Arms and Arguments January 2026 Reviews

January 2026 Edition

Mila King and Ashoka-Bandi Philips

Arms and Arguments Club Members

All Quiet on The Western Front (1979) 

The 1979 adaptation of All Quiet on the Western Front, while less renowned than the 1930 and 2022 versions, offers a distinctive and deeply human anti-war message. Rather than relying on graphic spectacle or large-scale brutality, its power lies in its focus on the inner lives of its soldiers and in its charting of the slow erosion of their identities. Unlike the 2022 adaptation, which presents soldiers as interchangeable cogs within the machinery of war, the 1979 film insists on their individuality. Each member of Paul’s company is marked by specific traits, backgrounds, and vulnerabilities that set them apart from the grey mass of uniforms.

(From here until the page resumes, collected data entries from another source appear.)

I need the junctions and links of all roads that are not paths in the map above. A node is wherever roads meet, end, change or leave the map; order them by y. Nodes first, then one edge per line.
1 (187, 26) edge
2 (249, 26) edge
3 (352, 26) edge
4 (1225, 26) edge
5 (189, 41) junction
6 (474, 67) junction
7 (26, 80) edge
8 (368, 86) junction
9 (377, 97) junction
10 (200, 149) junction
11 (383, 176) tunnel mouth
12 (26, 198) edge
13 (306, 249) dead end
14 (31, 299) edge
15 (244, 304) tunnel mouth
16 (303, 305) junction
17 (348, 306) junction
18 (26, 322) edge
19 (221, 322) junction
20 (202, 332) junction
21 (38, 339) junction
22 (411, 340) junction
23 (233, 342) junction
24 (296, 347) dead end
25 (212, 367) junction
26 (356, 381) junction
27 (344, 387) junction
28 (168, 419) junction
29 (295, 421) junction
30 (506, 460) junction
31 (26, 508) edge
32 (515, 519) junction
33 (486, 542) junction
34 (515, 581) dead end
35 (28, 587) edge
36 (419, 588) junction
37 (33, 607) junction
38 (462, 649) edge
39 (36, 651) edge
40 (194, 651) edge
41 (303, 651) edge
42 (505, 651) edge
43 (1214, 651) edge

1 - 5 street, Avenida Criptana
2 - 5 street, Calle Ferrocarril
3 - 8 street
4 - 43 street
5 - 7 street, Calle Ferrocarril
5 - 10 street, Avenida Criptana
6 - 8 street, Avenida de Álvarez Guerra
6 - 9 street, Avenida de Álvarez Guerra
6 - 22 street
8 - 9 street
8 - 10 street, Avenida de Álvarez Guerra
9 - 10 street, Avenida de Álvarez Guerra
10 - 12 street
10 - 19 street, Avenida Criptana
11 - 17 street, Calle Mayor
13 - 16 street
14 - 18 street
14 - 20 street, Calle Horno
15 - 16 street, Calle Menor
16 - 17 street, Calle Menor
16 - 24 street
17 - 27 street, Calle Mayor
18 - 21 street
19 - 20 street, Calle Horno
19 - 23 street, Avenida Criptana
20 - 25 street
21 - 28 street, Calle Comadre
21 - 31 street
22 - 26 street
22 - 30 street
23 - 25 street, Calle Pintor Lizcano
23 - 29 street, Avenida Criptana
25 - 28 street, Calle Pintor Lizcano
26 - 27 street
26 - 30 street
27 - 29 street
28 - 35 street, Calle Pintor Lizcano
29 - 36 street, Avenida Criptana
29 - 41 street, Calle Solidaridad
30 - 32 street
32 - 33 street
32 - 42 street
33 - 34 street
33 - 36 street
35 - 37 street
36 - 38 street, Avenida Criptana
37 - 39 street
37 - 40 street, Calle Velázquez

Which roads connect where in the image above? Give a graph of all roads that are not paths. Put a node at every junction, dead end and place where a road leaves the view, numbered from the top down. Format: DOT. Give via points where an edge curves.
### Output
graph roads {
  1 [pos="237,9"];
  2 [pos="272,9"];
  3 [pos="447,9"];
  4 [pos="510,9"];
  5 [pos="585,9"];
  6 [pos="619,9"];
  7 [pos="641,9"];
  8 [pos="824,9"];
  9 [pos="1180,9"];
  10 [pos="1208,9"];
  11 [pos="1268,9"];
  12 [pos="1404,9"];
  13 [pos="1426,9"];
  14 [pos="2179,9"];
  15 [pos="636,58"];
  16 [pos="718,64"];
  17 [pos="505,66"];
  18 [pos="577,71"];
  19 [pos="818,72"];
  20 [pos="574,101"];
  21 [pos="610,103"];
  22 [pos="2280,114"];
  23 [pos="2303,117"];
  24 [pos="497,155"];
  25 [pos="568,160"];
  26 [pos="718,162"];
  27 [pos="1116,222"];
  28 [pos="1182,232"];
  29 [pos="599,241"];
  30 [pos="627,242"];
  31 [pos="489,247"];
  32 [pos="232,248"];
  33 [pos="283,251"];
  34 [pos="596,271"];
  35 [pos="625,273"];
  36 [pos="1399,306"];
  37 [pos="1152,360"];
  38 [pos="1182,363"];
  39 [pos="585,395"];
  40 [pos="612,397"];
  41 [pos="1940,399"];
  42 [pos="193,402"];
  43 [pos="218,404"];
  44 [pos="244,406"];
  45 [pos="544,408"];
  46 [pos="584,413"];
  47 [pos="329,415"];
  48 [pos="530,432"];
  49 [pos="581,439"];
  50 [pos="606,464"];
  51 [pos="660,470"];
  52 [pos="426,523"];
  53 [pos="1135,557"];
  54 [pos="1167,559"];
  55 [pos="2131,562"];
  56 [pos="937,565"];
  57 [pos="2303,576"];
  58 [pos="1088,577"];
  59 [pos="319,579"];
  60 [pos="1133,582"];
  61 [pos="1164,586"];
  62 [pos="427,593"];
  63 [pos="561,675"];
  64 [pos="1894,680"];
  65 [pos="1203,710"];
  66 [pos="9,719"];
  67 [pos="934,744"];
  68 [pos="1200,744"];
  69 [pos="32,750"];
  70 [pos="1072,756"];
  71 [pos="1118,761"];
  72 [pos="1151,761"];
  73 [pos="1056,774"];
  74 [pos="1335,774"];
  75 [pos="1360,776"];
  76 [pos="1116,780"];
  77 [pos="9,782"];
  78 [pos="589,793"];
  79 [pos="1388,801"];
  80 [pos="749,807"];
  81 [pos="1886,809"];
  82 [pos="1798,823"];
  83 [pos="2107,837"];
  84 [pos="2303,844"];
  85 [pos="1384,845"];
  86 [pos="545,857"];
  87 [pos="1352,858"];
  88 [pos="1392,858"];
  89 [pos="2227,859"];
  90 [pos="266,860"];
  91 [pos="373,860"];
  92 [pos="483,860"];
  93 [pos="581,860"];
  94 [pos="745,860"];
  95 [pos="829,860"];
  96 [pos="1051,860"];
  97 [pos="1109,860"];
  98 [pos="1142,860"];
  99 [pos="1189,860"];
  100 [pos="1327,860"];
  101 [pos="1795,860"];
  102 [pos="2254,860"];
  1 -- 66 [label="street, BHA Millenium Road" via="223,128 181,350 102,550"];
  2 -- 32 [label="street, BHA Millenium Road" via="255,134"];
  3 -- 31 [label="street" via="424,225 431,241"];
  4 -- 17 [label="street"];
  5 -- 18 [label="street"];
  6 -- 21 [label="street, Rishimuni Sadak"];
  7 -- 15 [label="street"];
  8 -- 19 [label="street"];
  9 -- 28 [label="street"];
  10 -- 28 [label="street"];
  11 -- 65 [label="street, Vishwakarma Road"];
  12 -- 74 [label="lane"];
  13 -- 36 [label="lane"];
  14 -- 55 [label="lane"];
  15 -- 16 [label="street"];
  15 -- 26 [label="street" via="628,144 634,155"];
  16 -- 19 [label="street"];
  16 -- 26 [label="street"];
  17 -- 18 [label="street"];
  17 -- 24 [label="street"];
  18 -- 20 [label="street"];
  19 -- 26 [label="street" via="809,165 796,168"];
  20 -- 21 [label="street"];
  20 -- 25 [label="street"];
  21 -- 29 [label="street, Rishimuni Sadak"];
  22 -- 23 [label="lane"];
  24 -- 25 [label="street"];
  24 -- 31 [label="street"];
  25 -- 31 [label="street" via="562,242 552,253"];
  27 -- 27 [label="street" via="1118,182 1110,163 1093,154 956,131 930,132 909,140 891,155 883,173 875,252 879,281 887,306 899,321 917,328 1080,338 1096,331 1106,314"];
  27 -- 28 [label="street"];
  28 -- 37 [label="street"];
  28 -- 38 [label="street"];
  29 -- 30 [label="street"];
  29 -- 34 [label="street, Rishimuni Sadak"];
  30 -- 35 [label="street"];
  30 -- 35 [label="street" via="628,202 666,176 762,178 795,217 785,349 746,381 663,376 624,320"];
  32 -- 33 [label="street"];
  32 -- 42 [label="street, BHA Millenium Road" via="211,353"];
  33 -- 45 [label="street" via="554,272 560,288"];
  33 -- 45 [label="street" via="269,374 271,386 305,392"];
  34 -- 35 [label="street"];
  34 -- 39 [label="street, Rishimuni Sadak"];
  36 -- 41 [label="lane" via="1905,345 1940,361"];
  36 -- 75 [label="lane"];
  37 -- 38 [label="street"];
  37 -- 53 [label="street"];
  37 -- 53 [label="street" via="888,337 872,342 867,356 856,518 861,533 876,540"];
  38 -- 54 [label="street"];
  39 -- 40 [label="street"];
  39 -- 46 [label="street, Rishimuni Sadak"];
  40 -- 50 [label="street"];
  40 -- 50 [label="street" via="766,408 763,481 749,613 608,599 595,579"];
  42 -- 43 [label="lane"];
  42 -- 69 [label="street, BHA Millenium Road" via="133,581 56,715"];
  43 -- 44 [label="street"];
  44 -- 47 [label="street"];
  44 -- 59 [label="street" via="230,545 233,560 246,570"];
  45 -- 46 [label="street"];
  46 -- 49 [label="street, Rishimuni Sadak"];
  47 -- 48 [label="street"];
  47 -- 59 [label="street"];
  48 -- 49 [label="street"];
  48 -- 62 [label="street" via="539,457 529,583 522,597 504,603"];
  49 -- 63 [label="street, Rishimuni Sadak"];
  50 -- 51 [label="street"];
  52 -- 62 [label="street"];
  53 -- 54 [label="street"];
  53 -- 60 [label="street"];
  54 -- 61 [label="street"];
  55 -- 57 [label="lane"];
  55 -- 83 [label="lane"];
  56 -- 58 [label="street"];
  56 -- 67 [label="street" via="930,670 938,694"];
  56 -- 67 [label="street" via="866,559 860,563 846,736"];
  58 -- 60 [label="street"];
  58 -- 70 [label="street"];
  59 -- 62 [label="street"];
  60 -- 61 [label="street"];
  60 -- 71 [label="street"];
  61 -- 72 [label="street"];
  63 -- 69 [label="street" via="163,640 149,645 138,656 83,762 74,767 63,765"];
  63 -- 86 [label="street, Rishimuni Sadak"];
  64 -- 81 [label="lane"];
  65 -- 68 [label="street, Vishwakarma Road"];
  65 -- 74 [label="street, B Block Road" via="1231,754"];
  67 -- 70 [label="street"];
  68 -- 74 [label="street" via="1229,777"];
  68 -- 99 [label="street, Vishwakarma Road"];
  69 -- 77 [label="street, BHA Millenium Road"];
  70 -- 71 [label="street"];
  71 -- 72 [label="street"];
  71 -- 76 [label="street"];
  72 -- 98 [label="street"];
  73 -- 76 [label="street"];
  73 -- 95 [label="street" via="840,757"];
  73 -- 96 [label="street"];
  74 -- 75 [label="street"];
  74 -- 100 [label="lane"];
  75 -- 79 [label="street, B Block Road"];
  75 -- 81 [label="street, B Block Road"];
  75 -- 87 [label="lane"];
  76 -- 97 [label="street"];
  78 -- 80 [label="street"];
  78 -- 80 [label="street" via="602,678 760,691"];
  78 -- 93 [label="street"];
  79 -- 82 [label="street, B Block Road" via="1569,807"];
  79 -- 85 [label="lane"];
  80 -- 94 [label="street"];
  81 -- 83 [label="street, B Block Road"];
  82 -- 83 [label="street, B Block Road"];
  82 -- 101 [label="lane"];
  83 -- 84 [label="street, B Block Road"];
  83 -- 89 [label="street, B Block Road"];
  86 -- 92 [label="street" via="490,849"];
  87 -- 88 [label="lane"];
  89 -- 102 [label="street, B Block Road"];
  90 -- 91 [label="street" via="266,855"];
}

These personal characteristics are not incidental; they are central to the film’s anti-war argument. Detering, the farmer, is driven to hysteria by the suffering of horses during an artillery barrage, an emotional response rooted in his connection to animals and rural life. Paul’s recurring habit of sketching birds reminds the viewer of the creative, sensitive young man he was before the war. Sergeant Katczinsky, the group’s surrogate father, risks his life to provide food for his men. These traits humanise the soldiers, yet in the logic of war, they are framed as weaknesses, often leading directly to their deaths. Detering disappears after following his love of nature, Kat is killed while scavenging for food, and Paul dies not in a grand assault, but while trying to look more closely at a bird he is sketching.

Over the course of the film, Paul’s humanity is stripped away piece by piece, leaving only his fragile attachment to art, an attachment that ultimately kills him. As a made-for-TV production with a lower budget, the 1979 film is less overtly brutal than the 2022 version, but its anti-war force is no less devastating. By showing what is lost within each young man, passions, creativity, tenderness, it reframes war not just as a destroyer of bodies, but as a thief of futures, identities, and human potential.

All Quiet on The Western Front (2022)

Edward Berger’s 2022 adaptation of Remarque’s anti-war masterpiece, while departing substantially from the novel’s psychological focus, offers a distinctive and visually devastating critique of militarism. Rather than relying on character interiority, its power lies in its unflinching documentation of institutional dehumanization and the machinery through which war transforms human beings into disposable units. The 2022 film presents warfare as a system designed to render individuality irrelevant. Each soldier functions not as a distinct personality but as a replaceable component within a structure that prioritizes institutional continuity over human survival.

Throughout the movie we see how the sorting and redistribution of identity tags and clothing turn the passing of every soldier into a bureaucratic problem rather than a personal one. In one example, the repeated recycling of uniforms, garments which were previously soaked in blood of soldiers killed days earlier, helps us to visualise this perceived disposability of soldiers in military organisation. Sergeant Himmelstoss embodies this institutional cruelty while General Fridrich represents the abstract power that continuously demands human sacrifice. These institutional forces, not the weakness of individual soldiers, determine their fates. And he can be replaced before he hits the ground. 

As a Netflix production with substantial technical resources, the 2022 film embraces visual spectacle: wide cinematography that dwarfs human figures, composed frames that merge soldiers into masses, and elaborate sound design that renders individual voices almost inaudible. Its anti‑war force derives not from mourning specific futures, but from demonstrating that war is an apparatus designed to produce expendability. By showing how the institution systematically destroys human agency and treats people as replaceable material, rather than focusing on their individual creativity and tenderness, it reframes war’s tragedy as one arising from its very structure: a machine that can function only by erasing the value of the individual.

Conclusion & Comparisons

We have chosen to examine these two adaptations of Remarque’s original novel because they articulate fundamentally different anti-war arguments through contrasting conceptions of what war is and how it operates. The 1979 film foregrounds individual humanity, emphasising character development and emotional intimacy to show how war erodes personal identity and human potential. By contrast, the 2022 adaptation focuses on institutional machinery, depicting soldiers as interchangeable components within a dehumanising system rather than as distinct individuals.

These differences reflect their contexts of production. Made in the post-Vietnam era, the 1979 film aligns with a cultural focus on trauma and personal loss, while the 2022 version reflects contemporary concerns with bureaucratic power and mechanised violence. Together, they demonstrate that war’s violence operates both through the destruction of individual lives and through systems that render such destruction routine.